(Source records)
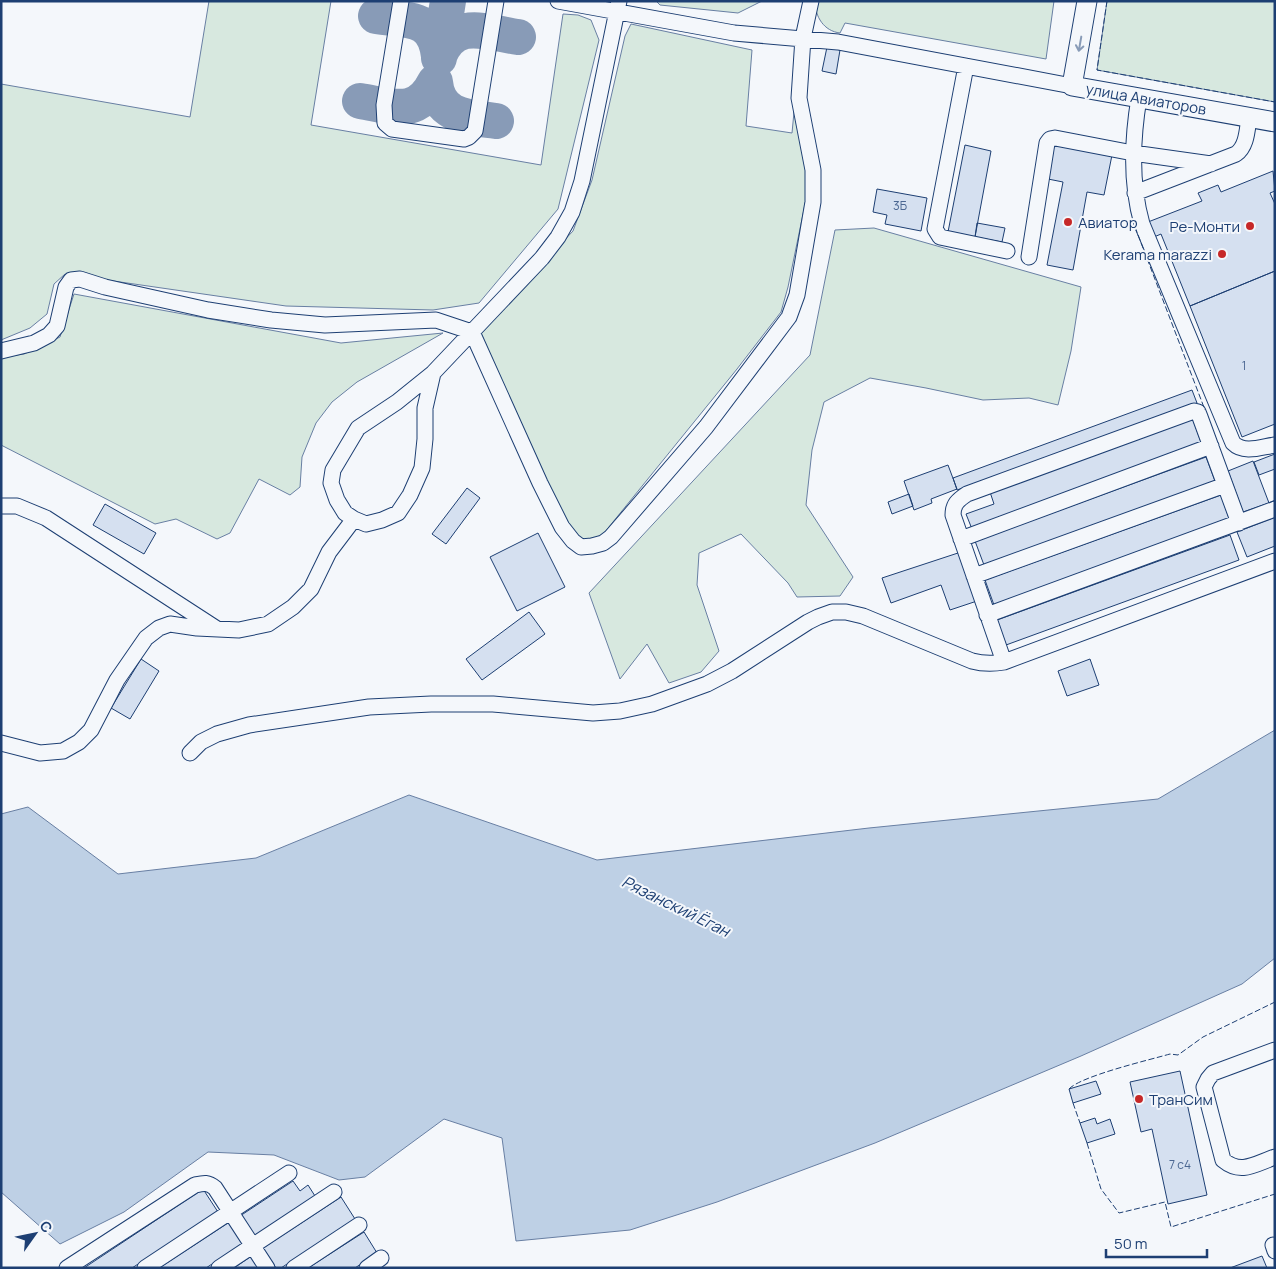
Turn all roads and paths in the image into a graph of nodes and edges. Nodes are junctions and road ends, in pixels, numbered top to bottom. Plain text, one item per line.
1 (401, 1) edge
2 (496, 1) edge
3 (558, 1) edge
4 (811, 1) edge
5 (1087, 1) edge
6 (618, 6) edge
7 (803, 38) junction
8 (966, 66) junction
9 (1072, 86) junction
10 (1139, 98) junction
11 (1249, 118) junction
12 (1275, 122) edge
13 (1133, 153) junction
14 (1211, 164) junction
15 (1135, 193) junction
16 (1007, 251) dead end
17 (1029, 257) dead end
18 (472, 332) junction
19 (1, 350) edge
20 (433, 373) junction
21 (1275, 445) edge
22 (1211, 446) junction
23 (1226, 485) junction
24 (1, 506) edge
25 (1275, 509) edge
26 (354, 519) junction
27 (1240, 523) junction
28 (961, 539) junction
29 (1275, 561) edge
30 (974, 576) junction
31 (987, 615) junction
32 (217, 629) junction
33 (1004, 662) junction
34 (1, 743) edge
35 (190, 753) dead end
36 (1275, 1050) edge
37 (1275, 1157) edge
38 (289, 1173) dead end
39 (334, 1192) dead end
40 (230, 1212) junction
41 (359, 1225) dead end
42 (252, 1246) junction
43 (381, 1258) dead end
44 (67, 1268) edge
45 (144, 1268) edge
46 (219, 1268) edge
47 (267, 1268) edge
48 (294, 1268) edge
49 (367, 1268) edge

1 - 2 street
3 - 6 street
4 - 7 street
5 -> 9 main road, улица Авиаторов
6 - 7 street
6 - 18 street
7 - 8 street
7 - 18 street
8 - 9 street
8 - 16 street
9 - 10 main road, улица Авиаторов
10 - 11 main road, улица Авиаторов
10 - 13 street
11 - 12 main road, улица Авиаторов
11 - 14 street
13 - 14 street
13 - 15 street
13 - 17 street
14 - 15 street
15 - 21 street
18 - 19 street
18 - 20 street
20 - 26 street
20 - 26 street
22 - 23 street
22 - 28 street
22 - 28 street
23 - 27 street
23 - 30 street
24 - 32 street
25 - 27 street
26 - 32 street
27 - 31 street
28 - 30 street
29 - 33 street
30 - 31 street
31 - 33 street
32 - 34 street
33 - 35 street
36 - 37 street
38 - 40 street
39 - 42 street
40 - 42 street
40 - 44 street
40 - 45 street
41 - 48 street
42 - 46 street
42 - 47 street
43 - 49 street

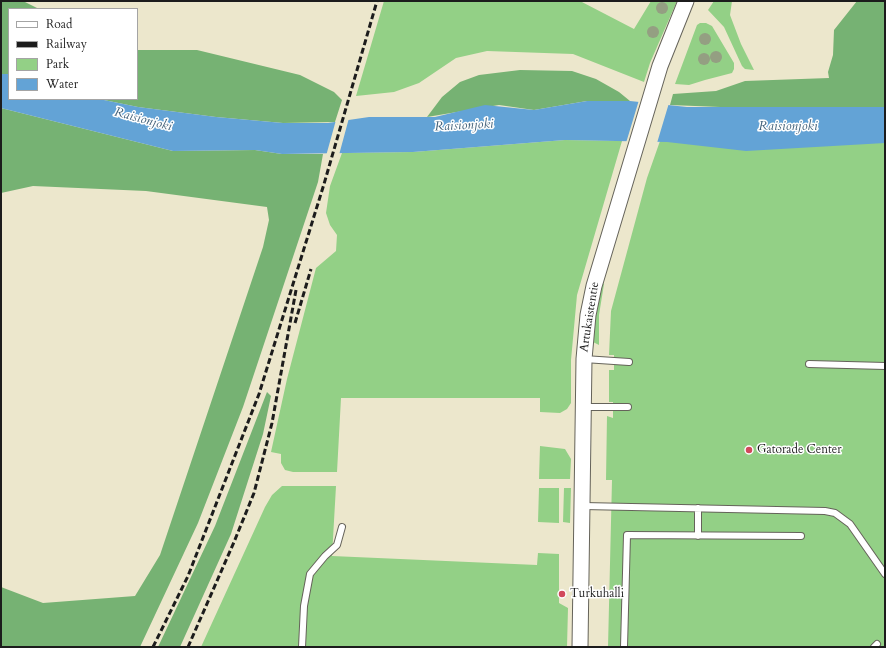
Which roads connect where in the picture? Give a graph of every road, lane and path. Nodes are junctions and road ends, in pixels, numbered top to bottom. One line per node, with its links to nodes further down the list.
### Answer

• **Directions for this task**: Verbatim reproduction of every entry is needed, with the images left out.

• **Solution for this problem**:
Turn all roads and paths in the image into a graph of nodes and edges. Nodes are junctions and road ends, in pixels, numbered top to bottom. Plain text, one item per line.
1 (401, 1) edge
2 (496, 1) edge
3 (558, 1) edge
4 (811, 1) edge
5 (1087, 1) edge
6 (618, 6) edge
7 (803, 38) junction
8 (966, 66) junction
9 (1072, 86) junction
10 (1139, 98) junction
11 (1249, 118) junction
12 (1275, 122) edge
13 (1133, 153) junction
14 (1211, 164) junction
15 (1135, 193) junction
16 (1007, 251) dead end
17 (1029, 257) dead end
18 (472, 332) junction
19 (1, 350) edge
20 (433, 373) junction
21 (1275, 445) edge
22 (1211, 446) junction
23 (1226, 485) junction
24 (1, 506) edge
25 (1275, 509) edge
26 (354, 519) junction
27 (1240, 523) junction
28 (961, 539) junction
29 (1275, 561) edge
30 (974, 576) junction
31 (987, 615) junction
32 (217, 629) junction
33 (1004, 662) junction
34 (1, 743) edge
35 (190, 753) dead end
36 (1275, 1050) edge
37 (1275, 1157) edge
38 (289, 1173) dead end
39 (334, 1192) dead end
40 (230, 1212) junction
41 (359, 1225) dead end
42 (252, 1246) junction
43 (381, 1258) dead end
44 (67, 1268) edge
45 (144, 1268) edge
46 (219, 1268) edge
47 (267, 1268) edge
48 (294, 1268) edge
49 (367, 1268) edge

1 - 2 street
3 - 6 street
4 - 7 street
5 -> 9 main road, улица Авиаторов
6 - 7 street
6 - 18 street
7 - 8 street
7 - 18 street
8 - 9 street
8 - 16 street
9 - 10 main road, улица Авиаторов
10 - 11 main road, улица Авиаторов
10 - 13 street
11 - 12 main road, улица Авиаторов
11 - 14 street
13 - 14 street
13 - 15 street
13 - 17 street
14 - 15 street
15 - 21 street
18 - 19 street
18 - 20 street
20 - 26 street
20 - 26 street
22 - 23 street
22 - 28 street
22 - 28 street
23 - 27 street
23 - 30 street
24 - 32 street
25 - 27 street
26 - 32 street
27 - 31 street
28 - 30 street
29 - 33 street
30 - 31 street
31 - 33 street
32 - 34 street
33 - 35 street
36 - 37 street
38 - 40 street
39 - 42 street
40 - 42 street
40 - 44 street
40 - 45 street
41 - 48 street
42 - 46 street
42 - 47 street
43 - 49 street

Which roads connect where in the picture? Give a graph of every road, lane and path. Nodes are junctions and road ends, in pixels, numbered top to bottom. One line per node, with its links to nodes further down the list.
### Answer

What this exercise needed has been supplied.